== Assignment ==
Whenever the word "Sevenhanslei" turns up in a line below, that line should be copied.

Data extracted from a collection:
━━━━━━━━━━━━━━━━━━━━
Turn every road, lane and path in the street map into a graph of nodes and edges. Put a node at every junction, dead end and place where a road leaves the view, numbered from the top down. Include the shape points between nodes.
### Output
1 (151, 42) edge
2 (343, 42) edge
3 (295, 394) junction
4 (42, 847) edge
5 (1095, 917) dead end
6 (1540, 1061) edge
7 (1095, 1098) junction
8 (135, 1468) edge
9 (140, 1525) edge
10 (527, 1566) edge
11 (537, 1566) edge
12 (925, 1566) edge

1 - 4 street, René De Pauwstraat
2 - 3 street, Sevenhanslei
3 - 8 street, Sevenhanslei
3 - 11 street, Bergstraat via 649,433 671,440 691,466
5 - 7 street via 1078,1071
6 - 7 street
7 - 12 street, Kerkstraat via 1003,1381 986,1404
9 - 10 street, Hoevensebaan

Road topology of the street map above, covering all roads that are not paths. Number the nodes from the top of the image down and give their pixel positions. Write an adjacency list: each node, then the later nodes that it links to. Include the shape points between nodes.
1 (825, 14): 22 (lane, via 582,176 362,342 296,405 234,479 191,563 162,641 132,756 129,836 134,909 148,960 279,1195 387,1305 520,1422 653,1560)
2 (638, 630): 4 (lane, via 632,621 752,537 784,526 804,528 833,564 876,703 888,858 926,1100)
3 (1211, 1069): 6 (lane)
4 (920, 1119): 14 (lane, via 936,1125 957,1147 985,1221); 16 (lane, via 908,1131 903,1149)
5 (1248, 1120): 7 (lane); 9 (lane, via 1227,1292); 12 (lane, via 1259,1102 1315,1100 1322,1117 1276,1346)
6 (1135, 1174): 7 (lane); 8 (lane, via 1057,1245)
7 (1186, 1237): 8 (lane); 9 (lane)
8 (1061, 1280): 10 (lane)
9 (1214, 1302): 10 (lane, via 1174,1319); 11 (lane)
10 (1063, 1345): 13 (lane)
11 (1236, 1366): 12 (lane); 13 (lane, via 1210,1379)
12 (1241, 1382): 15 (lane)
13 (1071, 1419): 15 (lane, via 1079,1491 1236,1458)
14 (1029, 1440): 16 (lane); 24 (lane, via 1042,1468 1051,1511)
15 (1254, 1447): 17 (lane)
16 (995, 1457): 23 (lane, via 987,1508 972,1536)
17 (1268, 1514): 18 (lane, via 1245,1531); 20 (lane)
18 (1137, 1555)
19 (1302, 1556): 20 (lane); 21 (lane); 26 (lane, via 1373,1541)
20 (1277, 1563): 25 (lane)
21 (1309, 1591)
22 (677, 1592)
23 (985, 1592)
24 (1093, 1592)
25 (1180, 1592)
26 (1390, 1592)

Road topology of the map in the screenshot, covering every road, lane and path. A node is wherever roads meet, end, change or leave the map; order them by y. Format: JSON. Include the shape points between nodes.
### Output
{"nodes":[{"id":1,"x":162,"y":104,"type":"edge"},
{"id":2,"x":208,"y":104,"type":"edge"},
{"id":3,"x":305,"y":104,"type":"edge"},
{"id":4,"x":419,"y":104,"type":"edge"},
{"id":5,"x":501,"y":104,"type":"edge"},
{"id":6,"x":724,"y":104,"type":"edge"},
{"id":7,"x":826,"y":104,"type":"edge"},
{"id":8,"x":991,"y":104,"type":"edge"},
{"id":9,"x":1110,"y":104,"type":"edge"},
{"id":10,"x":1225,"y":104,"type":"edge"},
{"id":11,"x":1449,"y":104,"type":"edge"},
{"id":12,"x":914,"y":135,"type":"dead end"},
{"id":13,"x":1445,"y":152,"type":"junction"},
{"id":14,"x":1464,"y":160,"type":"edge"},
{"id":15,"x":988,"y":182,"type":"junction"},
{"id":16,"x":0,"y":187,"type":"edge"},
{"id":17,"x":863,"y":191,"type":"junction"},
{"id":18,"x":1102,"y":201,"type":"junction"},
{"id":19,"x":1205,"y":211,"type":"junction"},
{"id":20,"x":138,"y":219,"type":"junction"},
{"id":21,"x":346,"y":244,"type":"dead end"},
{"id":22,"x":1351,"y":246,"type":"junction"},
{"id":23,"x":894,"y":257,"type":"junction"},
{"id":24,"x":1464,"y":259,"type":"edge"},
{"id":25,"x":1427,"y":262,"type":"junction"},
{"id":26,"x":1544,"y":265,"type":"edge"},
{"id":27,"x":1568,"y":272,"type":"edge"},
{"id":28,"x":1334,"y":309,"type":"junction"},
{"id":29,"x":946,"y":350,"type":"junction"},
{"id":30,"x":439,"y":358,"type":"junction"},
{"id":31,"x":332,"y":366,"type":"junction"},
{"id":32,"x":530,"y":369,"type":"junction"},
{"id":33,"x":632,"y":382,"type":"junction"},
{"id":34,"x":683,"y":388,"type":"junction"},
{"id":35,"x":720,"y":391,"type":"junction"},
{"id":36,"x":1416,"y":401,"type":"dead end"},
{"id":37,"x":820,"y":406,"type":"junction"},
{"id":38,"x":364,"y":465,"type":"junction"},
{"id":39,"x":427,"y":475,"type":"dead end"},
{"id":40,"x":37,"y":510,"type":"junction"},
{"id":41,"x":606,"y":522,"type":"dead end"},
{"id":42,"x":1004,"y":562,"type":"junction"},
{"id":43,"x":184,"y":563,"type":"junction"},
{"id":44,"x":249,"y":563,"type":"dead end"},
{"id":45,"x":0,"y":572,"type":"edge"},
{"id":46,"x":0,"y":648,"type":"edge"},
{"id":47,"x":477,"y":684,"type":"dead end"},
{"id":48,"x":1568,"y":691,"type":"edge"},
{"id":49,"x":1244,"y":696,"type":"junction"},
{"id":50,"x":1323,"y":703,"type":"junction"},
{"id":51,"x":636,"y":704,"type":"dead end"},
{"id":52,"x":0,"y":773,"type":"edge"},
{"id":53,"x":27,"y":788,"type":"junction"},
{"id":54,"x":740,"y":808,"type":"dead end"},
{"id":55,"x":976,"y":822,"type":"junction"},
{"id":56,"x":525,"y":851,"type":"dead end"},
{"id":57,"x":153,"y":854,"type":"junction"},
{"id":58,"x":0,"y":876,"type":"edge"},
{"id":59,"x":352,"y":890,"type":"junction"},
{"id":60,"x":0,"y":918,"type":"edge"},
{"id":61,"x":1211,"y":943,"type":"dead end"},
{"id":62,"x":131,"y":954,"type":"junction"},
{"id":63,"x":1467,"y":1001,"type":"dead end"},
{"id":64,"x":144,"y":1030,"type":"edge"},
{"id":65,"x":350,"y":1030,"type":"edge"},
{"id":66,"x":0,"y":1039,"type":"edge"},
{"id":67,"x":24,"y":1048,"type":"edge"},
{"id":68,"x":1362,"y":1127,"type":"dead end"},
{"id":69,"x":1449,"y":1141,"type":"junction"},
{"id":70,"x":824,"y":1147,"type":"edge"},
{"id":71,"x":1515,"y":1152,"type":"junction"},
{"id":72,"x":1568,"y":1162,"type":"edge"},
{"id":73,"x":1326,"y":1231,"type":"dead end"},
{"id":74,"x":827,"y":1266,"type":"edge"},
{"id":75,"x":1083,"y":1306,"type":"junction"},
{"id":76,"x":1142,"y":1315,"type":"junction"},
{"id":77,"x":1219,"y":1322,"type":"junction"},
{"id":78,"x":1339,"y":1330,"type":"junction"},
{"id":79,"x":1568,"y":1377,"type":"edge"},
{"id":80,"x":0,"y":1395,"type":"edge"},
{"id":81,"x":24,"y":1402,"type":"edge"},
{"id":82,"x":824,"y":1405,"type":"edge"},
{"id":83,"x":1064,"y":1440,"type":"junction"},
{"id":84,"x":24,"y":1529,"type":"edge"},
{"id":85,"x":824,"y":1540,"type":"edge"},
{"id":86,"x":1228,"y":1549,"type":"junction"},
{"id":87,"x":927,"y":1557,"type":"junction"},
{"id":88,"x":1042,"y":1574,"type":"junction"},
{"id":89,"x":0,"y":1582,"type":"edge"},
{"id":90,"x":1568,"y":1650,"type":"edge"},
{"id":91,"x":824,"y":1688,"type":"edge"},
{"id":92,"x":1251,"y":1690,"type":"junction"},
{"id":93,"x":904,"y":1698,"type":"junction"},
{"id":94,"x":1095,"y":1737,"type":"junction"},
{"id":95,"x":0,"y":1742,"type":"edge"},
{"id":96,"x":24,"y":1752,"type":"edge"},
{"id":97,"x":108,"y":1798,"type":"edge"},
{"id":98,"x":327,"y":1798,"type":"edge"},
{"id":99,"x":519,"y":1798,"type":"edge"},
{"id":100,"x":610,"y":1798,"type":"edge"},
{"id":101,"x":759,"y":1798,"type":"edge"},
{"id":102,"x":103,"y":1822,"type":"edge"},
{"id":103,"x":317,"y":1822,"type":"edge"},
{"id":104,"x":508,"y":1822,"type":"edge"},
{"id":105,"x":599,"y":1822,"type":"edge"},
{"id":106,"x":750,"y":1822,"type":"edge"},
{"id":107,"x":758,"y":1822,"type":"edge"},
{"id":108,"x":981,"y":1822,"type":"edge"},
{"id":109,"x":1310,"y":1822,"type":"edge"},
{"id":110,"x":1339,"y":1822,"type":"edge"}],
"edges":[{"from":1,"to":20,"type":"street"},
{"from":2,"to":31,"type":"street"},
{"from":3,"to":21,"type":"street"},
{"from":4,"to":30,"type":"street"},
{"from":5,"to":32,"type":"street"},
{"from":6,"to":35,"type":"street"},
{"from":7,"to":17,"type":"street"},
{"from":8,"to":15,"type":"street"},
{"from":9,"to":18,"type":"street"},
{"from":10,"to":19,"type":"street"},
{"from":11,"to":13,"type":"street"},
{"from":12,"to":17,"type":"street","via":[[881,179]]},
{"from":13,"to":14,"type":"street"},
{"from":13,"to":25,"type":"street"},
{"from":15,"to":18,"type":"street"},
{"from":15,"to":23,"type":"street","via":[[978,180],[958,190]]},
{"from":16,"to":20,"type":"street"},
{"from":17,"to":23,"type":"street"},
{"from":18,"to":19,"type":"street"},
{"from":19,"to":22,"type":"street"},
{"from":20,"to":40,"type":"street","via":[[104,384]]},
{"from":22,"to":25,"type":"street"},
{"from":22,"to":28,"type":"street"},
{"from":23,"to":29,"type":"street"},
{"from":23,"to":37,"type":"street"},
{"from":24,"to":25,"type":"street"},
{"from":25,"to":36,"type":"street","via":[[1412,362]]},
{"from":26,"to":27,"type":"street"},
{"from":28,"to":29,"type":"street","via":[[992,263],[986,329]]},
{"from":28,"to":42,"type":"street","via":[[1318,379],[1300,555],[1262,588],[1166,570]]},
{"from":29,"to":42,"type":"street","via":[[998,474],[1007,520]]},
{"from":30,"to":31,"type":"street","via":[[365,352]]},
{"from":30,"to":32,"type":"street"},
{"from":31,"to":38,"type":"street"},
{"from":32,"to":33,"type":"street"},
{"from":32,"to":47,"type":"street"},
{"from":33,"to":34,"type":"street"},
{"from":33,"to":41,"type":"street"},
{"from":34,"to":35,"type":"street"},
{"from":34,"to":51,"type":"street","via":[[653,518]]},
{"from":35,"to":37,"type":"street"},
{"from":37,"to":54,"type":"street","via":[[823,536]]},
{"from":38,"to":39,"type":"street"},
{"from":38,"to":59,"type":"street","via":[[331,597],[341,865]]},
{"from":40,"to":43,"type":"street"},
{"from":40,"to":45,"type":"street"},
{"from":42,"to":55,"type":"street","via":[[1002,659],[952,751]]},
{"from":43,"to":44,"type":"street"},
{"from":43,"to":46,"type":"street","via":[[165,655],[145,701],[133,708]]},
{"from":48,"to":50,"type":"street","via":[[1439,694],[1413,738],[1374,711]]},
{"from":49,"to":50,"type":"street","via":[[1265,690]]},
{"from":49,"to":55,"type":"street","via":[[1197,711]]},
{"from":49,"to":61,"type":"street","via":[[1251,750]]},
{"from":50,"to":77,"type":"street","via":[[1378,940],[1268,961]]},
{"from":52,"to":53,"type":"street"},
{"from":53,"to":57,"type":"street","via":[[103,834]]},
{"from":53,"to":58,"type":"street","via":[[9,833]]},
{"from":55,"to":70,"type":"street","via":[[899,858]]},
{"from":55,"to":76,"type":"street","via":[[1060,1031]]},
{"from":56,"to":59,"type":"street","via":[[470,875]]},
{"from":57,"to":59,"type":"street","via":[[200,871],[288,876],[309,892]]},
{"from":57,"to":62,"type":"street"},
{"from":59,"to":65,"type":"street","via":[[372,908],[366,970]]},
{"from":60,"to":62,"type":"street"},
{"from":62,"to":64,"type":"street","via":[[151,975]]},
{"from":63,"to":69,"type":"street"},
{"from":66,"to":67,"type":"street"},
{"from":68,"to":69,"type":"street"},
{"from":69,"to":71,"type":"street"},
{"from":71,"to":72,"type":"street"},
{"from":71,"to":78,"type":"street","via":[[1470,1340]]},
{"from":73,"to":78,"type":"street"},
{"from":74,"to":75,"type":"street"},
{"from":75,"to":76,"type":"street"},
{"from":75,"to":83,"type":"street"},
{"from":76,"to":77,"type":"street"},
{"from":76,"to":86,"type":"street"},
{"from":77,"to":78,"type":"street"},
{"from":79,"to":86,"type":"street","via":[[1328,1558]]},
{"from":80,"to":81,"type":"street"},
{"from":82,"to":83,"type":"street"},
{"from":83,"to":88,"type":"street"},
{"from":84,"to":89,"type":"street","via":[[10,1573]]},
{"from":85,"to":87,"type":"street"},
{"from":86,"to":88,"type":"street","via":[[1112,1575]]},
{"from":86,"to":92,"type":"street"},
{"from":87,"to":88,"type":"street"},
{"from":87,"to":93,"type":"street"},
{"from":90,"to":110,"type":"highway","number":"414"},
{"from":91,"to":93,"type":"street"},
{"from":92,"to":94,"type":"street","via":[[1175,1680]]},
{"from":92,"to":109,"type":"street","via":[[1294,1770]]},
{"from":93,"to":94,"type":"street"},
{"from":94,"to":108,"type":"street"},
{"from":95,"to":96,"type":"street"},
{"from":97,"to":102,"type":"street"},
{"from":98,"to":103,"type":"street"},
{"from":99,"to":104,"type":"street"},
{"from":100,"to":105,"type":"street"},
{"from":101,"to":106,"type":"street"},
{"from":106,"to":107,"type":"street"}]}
━━━━━━━━━━━━━━━━━━━━
== Output ==
2 - 3 street, Sevenhanslei
3 - 8 street, Sevenhanslei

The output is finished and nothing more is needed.